What started as an athletic apparel brand for women was acquired by another apparel brand and turned into a foundation offering scholarships to female college athletes. (The acquiring company, Hylete, donates 1 percent of its women’s apparel sales to the Graced By Grit Foundation.)
Nowlan, 41, lives in Cardiff-by-the-Sea with her fiancé, her two daughters, and their dog. Today, she’s the vice president of strategic initiatives and community at Hylete and president of the Graced By Grit Foundation. She took some time to talk about her organization and their commitment to supporting young women.
Q: What made a partnership between Graced By Grit and Hylete feel like the right fit?
A: The partnership has been serendipitous. One of the most important factors of the partnership was the commitment that Hylete made in being the main sponsor of the Graced By Grit scholarship fund by dedicating 1 percent of all Hylete women’s product sales back to the our foundation. ... In addition, the recognition of the importance that the longer girls stay in athletics, the greater their chance of professional success speaks volumes on how both organizations are committed to being the change we wish to see in the world.

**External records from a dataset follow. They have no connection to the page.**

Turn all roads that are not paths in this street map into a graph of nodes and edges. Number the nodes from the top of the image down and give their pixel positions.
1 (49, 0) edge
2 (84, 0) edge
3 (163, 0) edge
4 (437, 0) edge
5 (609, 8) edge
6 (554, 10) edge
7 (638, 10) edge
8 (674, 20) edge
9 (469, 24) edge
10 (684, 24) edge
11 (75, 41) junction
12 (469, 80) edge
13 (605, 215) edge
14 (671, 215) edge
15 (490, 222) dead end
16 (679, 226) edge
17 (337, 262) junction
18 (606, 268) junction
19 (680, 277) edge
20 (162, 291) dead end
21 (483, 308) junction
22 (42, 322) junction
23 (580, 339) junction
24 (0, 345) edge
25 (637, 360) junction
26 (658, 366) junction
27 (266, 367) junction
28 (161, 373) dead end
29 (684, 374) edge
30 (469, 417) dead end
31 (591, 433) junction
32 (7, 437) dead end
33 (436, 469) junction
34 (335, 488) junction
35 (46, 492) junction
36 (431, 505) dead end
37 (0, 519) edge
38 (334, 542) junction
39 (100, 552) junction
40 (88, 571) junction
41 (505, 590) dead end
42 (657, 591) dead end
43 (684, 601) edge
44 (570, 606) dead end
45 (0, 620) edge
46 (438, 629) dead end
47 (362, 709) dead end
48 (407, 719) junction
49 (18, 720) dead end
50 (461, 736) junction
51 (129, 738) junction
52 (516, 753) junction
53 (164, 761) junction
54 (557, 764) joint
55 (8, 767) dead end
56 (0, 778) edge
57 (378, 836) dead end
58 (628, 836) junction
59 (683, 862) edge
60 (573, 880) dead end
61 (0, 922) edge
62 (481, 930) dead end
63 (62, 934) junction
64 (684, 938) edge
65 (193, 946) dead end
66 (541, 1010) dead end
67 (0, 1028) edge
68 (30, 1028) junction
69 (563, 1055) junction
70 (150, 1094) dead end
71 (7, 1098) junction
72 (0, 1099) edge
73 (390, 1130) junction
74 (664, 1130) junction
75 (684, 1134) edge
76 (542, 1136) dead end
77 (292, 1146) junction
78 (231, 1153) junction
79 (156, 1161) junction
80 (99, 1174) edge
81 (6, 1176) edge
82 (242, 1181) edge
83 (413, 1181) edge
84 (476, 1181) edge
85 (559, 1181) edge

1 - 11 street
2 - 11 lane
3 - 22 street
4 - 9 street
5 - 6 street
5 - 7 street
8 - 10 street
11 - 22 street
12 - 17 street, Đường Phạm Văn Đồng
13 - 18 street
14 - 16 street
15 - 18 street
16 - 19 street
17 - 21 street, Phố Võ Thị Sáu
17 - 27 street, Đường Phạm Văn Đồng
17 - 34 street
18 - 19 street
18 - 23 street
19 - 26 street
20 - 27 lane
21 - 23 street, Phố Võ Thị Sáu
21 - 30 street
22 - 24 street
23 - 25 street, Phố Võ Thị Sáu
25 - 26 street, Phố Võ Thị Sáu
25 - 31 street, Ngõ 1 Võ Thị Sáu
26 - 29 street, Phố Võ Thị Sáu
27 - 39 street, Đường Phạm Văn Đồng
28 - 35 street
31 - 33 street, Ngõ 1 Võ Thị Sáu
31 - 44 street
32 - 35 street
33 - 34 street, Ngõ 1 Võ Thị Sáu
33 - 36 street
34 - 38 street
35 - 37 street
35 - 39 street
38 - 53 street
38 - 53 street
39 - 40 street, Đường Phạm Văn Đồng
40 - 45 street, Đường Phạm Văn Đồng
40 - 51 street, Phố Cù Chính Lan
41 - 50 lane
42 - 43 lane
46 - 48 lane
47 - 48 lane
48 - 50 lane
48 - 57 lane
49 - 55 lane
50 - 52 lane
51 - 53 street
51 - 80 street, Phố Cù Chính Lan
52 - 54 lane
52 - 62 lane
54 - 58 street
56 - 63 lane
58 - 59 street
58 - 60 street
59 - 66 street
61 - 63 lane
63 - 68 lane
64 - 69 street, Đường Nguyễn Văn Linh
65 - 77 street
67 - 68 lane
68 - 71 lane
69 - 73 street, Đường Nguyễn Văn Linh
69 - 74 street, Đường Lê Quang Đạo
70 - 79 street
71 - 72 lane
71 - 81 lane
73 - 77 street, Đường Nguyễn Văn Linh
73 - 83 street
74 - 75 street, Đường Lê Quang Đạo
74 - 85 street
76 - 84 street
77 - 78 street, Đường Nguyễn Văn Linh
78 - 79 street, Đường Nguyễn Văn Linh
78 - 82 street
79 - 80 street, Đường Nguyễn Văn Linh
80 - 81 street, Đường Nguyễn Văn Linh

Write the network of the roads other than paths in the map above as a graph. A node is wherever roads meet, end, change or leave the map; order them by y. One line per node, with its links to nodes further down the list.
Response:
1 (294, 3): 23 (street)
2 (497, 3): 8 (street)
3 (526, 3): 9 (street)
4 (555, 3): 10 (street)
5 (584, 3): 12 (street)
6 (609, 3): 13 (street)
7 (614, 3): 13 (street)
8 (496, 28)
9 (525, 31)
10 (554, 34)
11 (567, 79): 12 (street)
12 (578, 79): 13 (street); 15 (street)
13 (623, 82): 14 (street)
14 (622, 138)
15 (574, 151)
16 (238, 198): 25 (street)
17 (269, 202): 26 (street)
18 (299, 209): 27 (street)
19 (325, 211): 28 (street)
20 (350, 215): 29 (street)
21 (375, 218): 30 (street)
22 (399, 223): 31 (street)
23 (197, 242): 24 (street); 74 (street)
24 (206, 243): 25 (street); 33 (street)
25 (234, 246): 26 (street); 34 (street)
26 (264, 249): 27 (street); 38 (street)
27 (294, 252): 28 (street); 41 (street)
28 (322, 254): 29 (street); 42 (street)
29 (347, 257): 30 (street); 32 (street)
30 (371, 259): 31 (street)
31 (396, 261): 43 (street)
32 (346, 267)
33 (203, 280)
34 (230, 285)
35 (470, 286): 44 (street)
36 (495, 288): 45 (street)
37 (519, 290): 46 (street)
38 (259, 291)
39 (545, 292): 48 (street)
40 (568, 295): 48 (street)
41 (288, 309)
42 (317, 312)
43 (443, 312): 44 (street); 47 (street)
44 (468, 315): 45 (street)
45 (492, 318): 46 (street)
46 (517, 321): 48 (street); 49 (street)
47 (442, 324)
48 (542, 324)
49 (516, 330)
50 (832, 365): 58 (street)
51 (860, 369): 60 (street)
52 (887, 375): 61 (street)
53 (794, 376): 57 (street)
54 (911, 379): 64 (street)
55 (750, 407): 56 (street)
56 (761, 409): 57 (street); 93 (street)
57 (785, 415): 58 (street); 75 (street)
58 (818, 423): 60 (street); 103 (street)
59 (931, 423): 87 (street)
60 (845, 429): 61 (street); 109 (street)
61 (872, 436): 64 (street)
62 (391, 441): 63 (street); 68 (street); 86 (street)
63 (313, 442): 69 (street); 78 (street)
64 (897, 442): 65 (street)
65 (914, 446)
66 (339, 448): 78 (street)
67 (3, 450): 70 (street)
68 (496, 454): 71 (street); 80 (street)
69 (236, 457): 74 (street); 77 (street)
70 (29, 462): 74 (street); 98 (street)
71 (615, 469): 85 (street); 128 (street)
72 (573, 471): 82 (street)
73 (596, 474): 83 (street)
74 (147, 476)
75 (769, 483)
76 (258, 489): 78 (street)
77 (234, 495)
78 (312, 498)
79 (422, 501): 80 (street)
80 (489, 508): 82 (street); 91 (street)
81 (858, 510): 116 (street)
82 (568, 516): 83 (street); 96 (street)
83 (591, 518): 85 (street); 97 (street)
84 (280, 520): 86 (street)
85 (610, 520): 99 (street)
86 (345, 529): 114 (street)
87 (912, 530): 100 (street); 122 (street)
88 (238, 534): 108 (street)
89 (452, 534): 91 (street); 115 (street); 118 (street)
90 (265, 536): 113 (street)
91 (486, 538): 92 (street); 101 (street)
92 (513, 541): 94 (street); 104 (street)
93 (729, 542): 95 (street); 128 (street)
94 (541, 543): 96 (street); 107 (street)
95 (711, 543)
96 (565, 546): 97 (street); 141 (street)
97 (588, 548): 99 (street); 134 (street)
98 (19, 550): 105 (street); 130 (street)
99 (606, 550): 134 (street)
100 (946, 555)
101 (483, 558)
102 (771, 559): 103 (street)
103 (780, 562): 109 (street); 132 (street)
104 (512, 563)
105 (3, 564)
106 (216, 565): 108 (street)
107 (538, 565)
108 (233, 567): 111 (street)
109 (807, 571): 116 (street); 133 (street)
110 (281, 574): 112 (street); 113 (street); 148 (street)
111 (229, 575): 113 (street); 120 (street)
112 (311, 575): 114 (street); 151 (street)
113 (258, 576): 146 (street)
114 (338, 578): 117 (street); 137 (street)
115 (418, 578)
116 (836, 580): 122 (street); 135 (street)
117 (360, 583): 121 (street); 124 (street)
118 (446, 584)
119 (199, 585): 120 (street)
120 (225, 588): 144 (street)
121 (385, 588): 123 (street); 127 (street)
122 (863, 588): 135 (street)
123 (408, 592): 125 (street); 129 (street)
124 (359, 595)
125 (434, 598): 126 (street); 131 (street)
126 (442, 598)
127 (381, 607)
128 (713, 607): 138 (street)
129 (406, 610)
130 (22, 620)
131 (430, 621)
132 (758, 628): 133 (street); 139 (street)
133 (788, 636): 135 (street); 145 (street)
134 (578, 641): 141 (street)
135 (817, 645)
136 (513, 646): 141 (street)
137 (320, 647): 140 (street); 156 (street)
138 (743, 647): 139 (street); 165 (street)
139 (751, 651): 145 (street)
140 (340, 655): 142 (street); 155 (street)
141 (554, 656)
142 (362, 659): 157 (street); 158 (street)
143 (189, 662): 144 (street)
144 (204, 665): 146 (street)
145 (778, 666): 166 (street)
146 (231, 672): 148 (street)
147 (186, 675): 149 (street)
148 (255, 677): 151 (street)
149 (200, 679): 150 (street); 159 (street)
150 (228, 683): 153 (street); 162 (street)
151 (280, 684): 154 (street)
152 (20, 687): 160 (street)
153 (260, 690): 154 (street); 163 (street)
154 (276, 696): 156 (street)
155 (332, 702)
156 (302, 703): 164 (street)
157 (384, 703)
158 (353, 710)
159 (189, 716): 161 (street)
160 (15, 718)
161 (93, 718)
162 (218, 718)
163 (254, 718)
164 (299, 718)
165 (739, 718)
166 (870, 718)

That means supporting women’s rights, standing up for what we believe in and doing the right thing, always.
Q: Your bio talks about empowering people “to cultivate their grit and find their grace.” How do you define “empowerment”?
A: Empowerment is a word I struggle with. By definition, it means you are giving someone power, almost as if they didn’t have it. For me, I like to encourage people to find or cultivate their power within themselves. By discovering your own power, you essentially discover your grit, your strength. How you deal with your grit will help you to find your grace.
Q: From your perspective, what would you hope this empowerment would ideally look like for the female athletes you work with through your foundation?
A: I hope that these young women recognize that by participating in athletics, they have a greater chance of success professionally and personally. The majority of women in the C-suite today were collegiate athletes, and that speaks volumes to the lessons and values learned while participating in sports: confidence, team work, navigating tough moments, learning how to fail, and learning how to win with grace are just some of the things you learn by being involved in sports. I hope that these young women that are applying for the scholarship thrive with one less financial burden as an obstacle.
Q: How have you cultivated your own grit in your life?
A: I discovered my grit when I had my oldest daughter as a senior in college. It was hard to be at that point in my life and become a parent. But I found out that I was tougher than I thought, and with every obstacle that has come my way since, I have reflected back on that time as a source of strength and as a reminder to focus on what matters most. I’m reminded to prioritize, to remember that this too shall pass, and that it is not the end result that matters, it is how you get there that matters more.
Q: And how have you found your own grace?
A: My daughters are my grace. They remind me that the next generation of women has a better chance of equality because of the hard work of my generation and the generations before me. They also remind me that I’m not that funny, I chew too loud, I ask them to clean their rooms too often, and I’m “so annoying.” They humble me, to say the least.
Q: What’s been challenging about your work?
A: Building a business is hard and each day is met with new challenges and learning how to shift priorities. The toughest part was raising capital. Women are socialized to not talk about money, so asking for money is extremely hard. If I could go back in time and repeat that part, I would do things differently, but that is the part of “living and learning.”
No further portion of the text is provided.